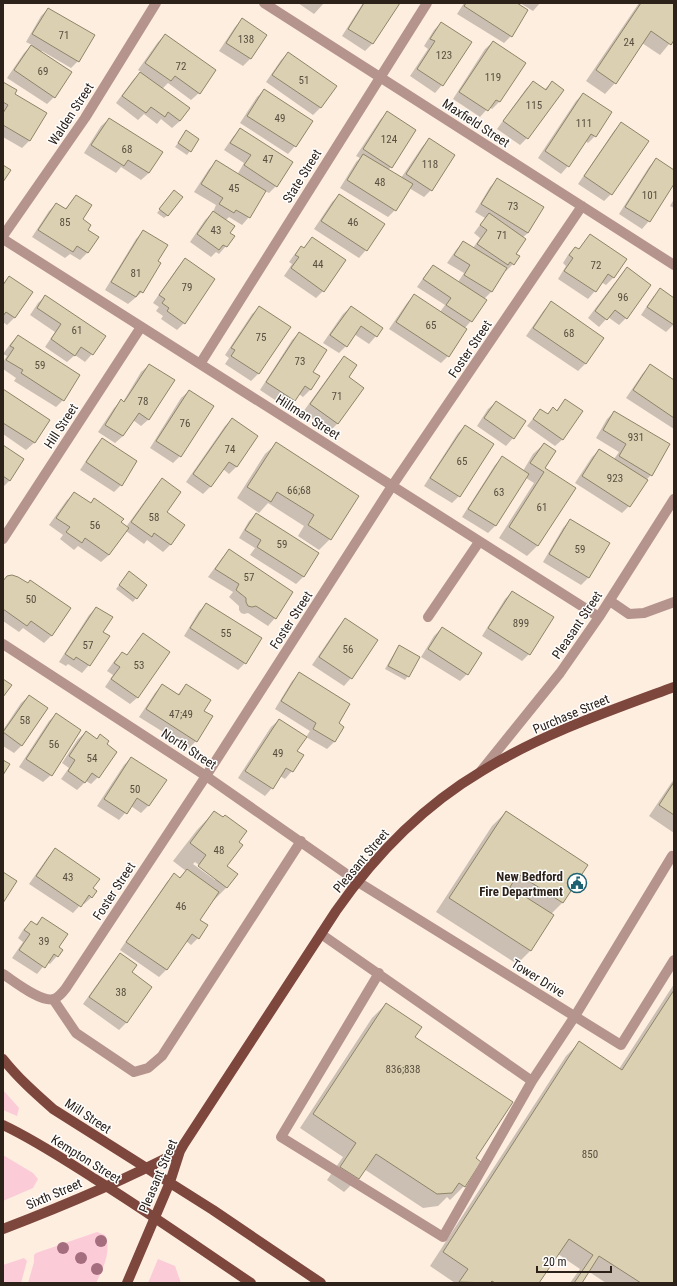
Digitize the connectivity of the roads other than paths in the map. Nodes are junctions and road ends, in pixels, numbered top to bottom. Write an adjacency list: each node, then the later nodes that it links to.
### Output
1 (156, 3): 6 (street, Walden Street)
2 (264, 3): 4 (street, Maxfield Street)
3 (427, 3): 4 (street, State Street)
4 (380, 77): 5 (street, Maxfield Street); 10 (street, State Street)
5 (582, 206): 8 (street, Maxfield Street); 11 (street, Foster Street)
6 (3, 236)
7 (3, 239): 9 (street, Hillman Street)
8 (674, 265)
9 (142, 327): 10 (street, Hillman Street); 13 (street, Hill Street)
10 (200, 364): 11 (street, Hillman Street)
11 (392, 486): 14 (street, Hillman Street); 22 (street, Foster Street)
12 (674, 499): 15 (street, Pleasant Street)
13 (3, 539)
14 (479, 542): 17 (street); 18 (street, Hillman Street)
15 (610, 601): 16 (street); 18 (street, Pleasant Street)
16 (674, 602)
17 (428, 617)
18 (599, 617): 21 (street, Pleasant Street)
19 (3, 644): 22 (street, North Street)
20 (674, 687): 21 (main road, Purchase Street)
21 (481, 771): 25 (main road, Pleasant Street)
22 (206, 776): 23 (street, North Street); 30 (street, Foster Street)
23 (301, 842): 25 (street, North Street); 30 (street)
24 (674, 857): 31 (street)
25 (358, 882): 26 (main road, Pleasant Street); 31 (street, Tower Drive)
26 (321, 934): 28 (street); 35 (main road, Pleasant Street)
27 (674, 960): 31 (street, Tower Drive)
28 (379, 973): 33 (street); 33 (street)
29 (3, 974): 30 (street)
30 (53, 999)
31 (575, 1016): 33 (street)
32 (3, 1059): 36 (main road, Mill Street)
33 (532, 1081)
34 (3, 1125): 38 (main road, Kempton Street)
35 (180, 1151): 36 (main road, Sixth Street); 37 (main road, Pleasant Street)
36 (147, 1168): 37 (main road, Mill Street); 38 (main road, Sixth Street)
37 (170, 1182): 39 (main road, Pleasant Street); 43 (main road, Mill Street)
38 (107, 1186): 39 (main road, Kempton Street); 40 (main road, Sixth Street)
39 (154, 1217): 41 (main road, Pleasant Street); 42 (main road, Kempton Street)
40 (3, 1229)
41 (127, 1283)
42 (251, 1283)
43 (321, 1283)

#####

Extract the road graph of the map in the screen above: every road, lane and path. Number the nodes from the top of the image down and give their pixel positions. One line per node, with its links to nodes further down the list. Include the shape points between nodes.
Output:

#####

Task: Sift through the material above and copy each line that holds "links".

Solution for this problem:
Digitize the connectivity of the roads other than paths in the map. Nodes are junctions and road ends, in pixels, numbered top to bottom. Write an adjacency list: each node, then the later nodes that it links to.
Extract the road graph of the map in the screen above: every road, lane and path. Number the nodes from the top of the image down and give their pixel positions. One line per node, with its links to nodes further down the list. Include the shape points between nodes.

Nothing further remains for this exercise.